Interview with Tanja Haque (CAFOD’s gender advisor)

Interview with Tanja Haque (CAFOD’s gender advisor)

Tanja Haque, the CAFOD gender advisor has recently come back from her latest trip to the Democratic Republic of Congo. In her interview she discusses CAFOD’s promotion of gender equality and the importance of overcoming stereotypes which can lead to gender violence. The interview was conducted by Jessica Michelmore, an office volunteer at the Southwark office. This blog is the first of a series of “Michelmore Meets…” interviews with staff from around CAFOD, enjoy and please look out for future interviews!

1. How does CAFOD address gender issues overseas?

As part of the Catholic Church, the largest single faith network in the world, CAFOD has an opportunity to reach and support some of the poorest and most marginalised communities in remote areas.  In those parts of the world where the Church has a strong status and reputation there is potential space for influencing people’s behaviours and attitudes. In certain areas CAFOD’s church partners have strong track records in HIV work, education, health and trauma counselling, which can be potential entry points for further advocacy on gender equality. CAFOD has joined the “We will speak out” coalition which strives to work with church leaders to end sexual violence across communities around the world.
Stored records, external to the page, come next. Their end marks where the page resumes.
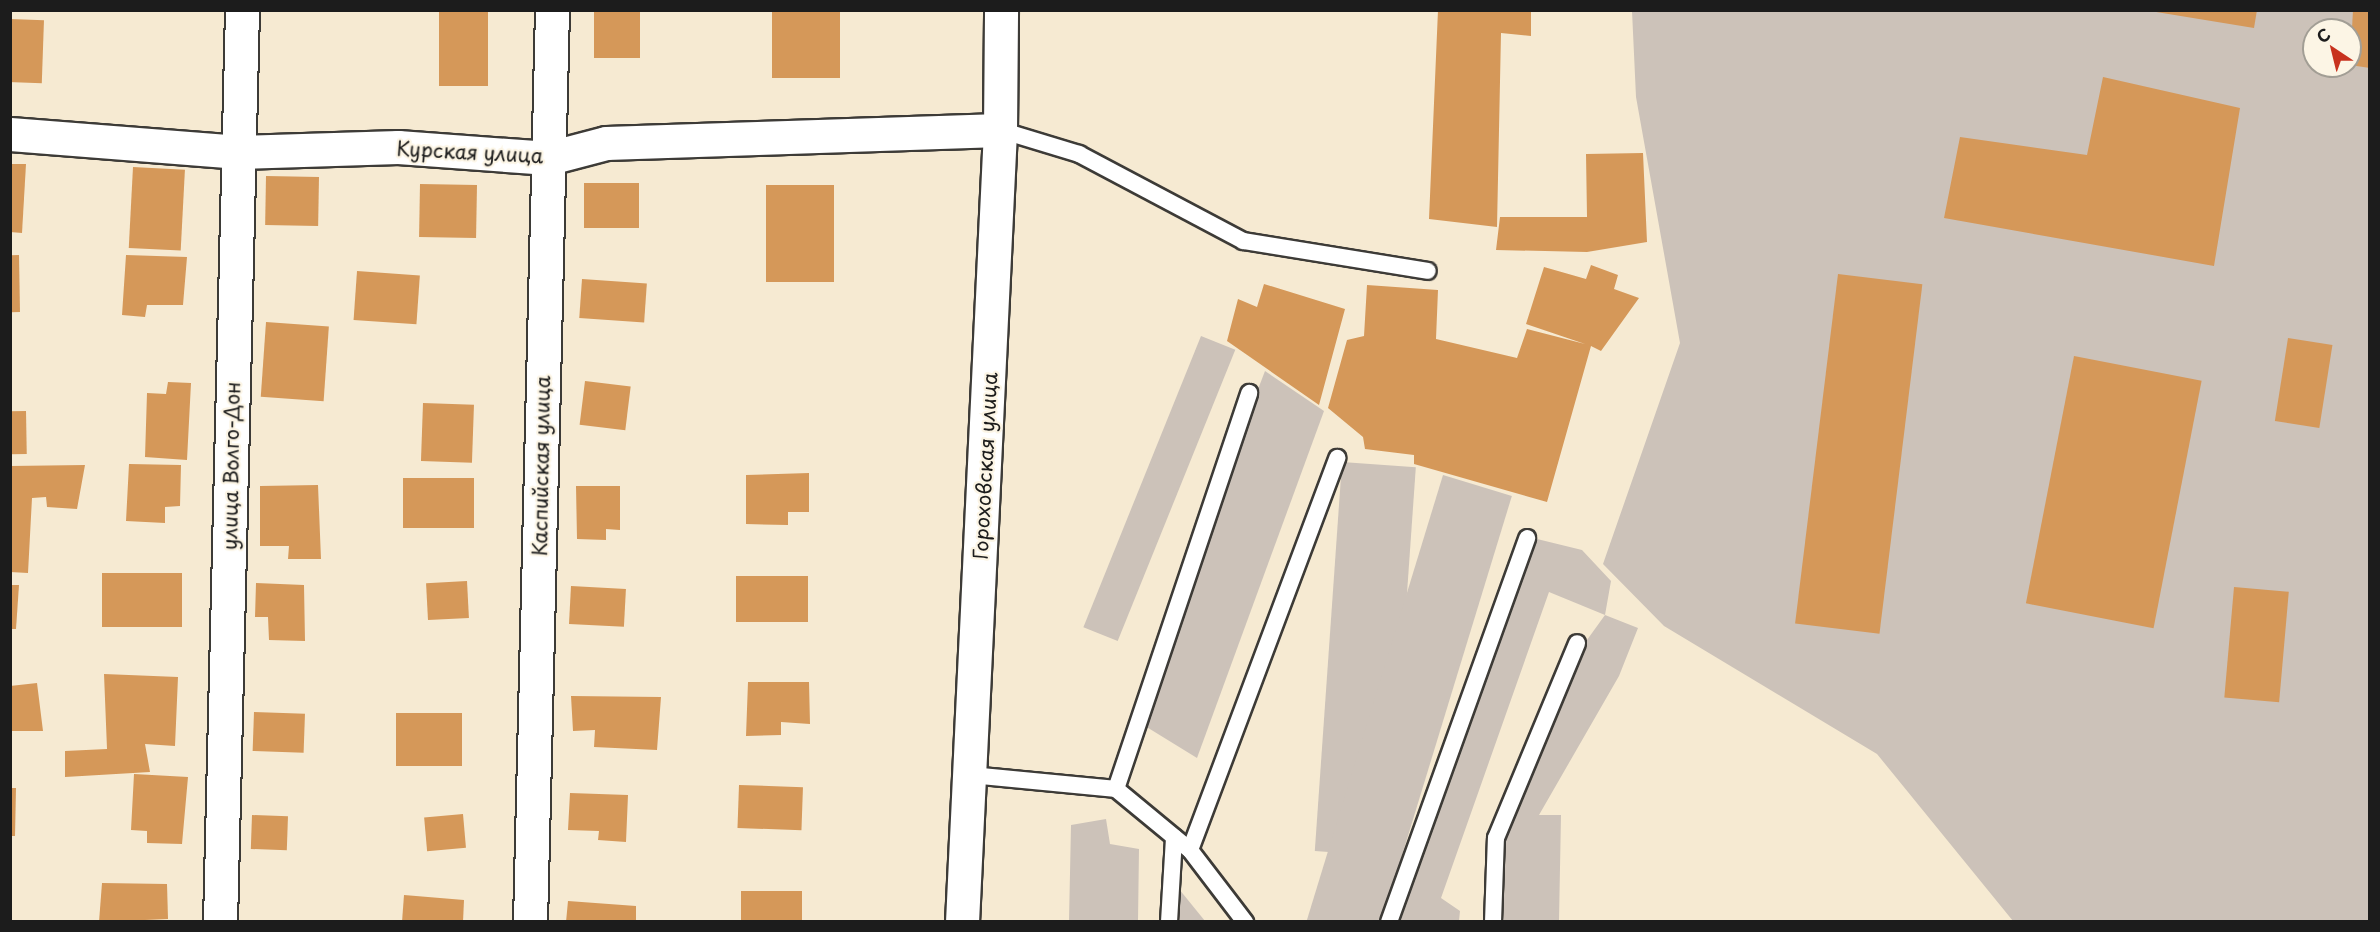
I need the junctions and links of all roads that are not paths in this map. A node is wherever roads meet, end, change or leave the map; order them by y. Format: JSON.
{"nodes":[{"id":1,"x":242,"y":10,"type":"edge"},
{"id":2,"x":552,"y":10,"type":"edge"},
{"id":3,"x":1001,"y":10,"type":"edge"},
{"id":4,"x":1000,"y":130,"type":"junction"},
{"id":5,"x":10,"y":134,"type":"edge"},
{"id":6,"x":239,"y":152,"type":"junction"},
{"id":7,"x":549,"y":158,"type":"junction"},
{"id":8,"x":1428,"y":271,"type":"dead end"},
{"id":9,"x":1249,"y":393,"type":"dead end"},
{"id":10,"x":1337,"y":458,"type":"dead end"},
{"id":11,"x":1527,"y":538,"type":"dead end"},
{"id":12,"x":1577,"y":643,"type":"dead end"},
{"id":13,"x":971,"y":775,"type":"junction"},
{"id":14,"x":1116,"y":789,"type":"junction"},
{"id":15,"x":1174,"y":837,"type":"junction"},
{"id":16,"x":1190,"y":850,"type":"junction"},
{"id":17,"x":220,"y":921,"type":"edge"},
{"id":18,"x":530,"y":921,"type":"edge"},
{"id":19,"x":962,"y":921,"type":"edge"},
{"id":20,"x":1169,"y":921,"type":"edge"},
{"id":21,"x":1245,"y":921,"type":"edge"},
{"id":22,"x":1389,"y":921,"type":"edge"},
{"id":23,"x":1493,"y":921,"type":"edge"}],
"edges":[{"from":1,"to":6,"type":"street","name":"улица Волго-Дон"},
{"from":2,"to":7,"type":"street","name":"Каспийская улица"},
{"from":3,"to":4,"type":"street","name":"Гороховская улица"},
{"from":4,"to":7,"type":"street","name":"Курская улица"},
{"from":4,"to":8,"type":"lane"},
{"from":4,"to":13,"type":"street","name":"Гороховская улица"},
{"from":5,"to":6,"type":"street","name":"Курская улица"},
{"from":6,"to":7,"type":"street","name":"Курская улица"},
{"from":6,"to":17,"type":"street","name":"улица Волго-Дон"},
{"from":7,"to":18,"type":"street","name":"Каспийская улица"},
{"from":9,"to":14,"type":"lane"},
{"from":10,"to":16,"type":"lane"},
{"from":11,"to":22,"type":"lane"},
{"from":12,"to":23,"type":"lane"},
{"from":13,"to":14,"type":"lane"},
{"from":13,"to":19,"type":"street","name":"Гороховская улица"},
{"from":14,"to":15,"type":"lane"},
{"from":15,"to":16,"type":"lane"},
{"from":15,"to":20,"type":"lane"},
{"from":16,"to":21,"type":"lane"}]}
For more information please see  www.wewillspeakout.org

 2.How do cultural norms affect CAFOD’s work on promoting gender equality?

The deeply engrained gender biases and cultural norms that exist in every society are major challenges in promoting gender equality. Such negative gender stereotypes perpetuate the many gender related injustices and inequalities that exist around the world. Addressing gender inequality involves transforming unequal power relations between men and women. Many attitudes and structures based on ideas of gender roles lead to a denial of the basic human right of equality. Stereotypical gender roles can prevent human development and social justice. Working towards gender equality is therefore central to CAFOD’s mission.

3. To what extent is CAFOD working with men and boys?

Partners in the Philippines, for example, have organised men’s solidarity groups. These groups were formed in response to requests by male perpetrators of sexual violence who have committed to change their behaviour. In Cambodia partners have engaged male community volunteers as counsellors and mediators in cases of domestic violence. In Liberia former boy soldiers are provided with shelter and education. Partners also help these boys in finding their families and reintegrating them into their communities.

4. How does CAFOD ensure that gender is not solely perceived as a “women’s issue?”

Our aim is to ensure a greater understanding of the existing power relations between men and women both overseas and within our own organisation.  CAFOD staff undertake training to understand how gender must be considered in all aspects of our work. We recently hosted a masculinity expert and the founder of the “White ribbon campaign” (a men’s movement to end violence against women) who spoke about the harm of negative gender stereotypes and how our own perceptions of gender can impact the work we carry out.

For more information please see

http://www.whiteribboncampaign.co.uk/aboutus)

 4. Can you tell me about your most recent visit to the DRC?

In the DRC conflict rape is being used as a weapon of war and gendered violence is occurring on an alarming scale. We travelled to the DRC as part of the “We will speak out” initiative. I was involved in gender training workshops in Goma and Bukavu where we discussed different understandings of gender stereotypes in that specific context e.g. (proverbs: a man who is seen helping his wife in the household work is ridiculed by his friends who say: ‘this man is a man in a bottle’ or ‘this family is under a petticoat regime’.) and why this might perpetuate unequal gender relations.

 5.What are local partners doing to address gender violence?

Different partners are working in various ways. The Olame centre has adopted a preventative approach by finding allies within the military and the wider community to address the problem of soldiers committing rape illegally and their crimes going unpunished. Olame aims to make soldiers more aware of the impact of their actions and works with police and military leaders to try and make perpetrators more accountable for their violent behaviour.

For more information please see http://crs.org/democratic-republic-of-congo/working-stop-rape/

 6. Can you tell me more about CAFOD’s listening rooms in the DRC?

The listening rooms have been a great success because they provide an outlet for survivors of sexual violence to overcome their trauma. Members of the listening groups have grown more confident and while they still have their good and bad days they continue to attend the rooms for years. At first they talk about their immediate suffering and later they discuss issues of stigma, reintegration and how to accept children born from rape. Men are also victims of violence and also experience rape. Like women, men feel a great sense of shame and humiliation which means it is very difficult for men to come out and discuss their pain. To give you an idea, in one case 700 women attended a listening room while only two men were present.

Woman and baby

Women in a listening centre in eastern DRC

 Women in listening centres in eastern DRC.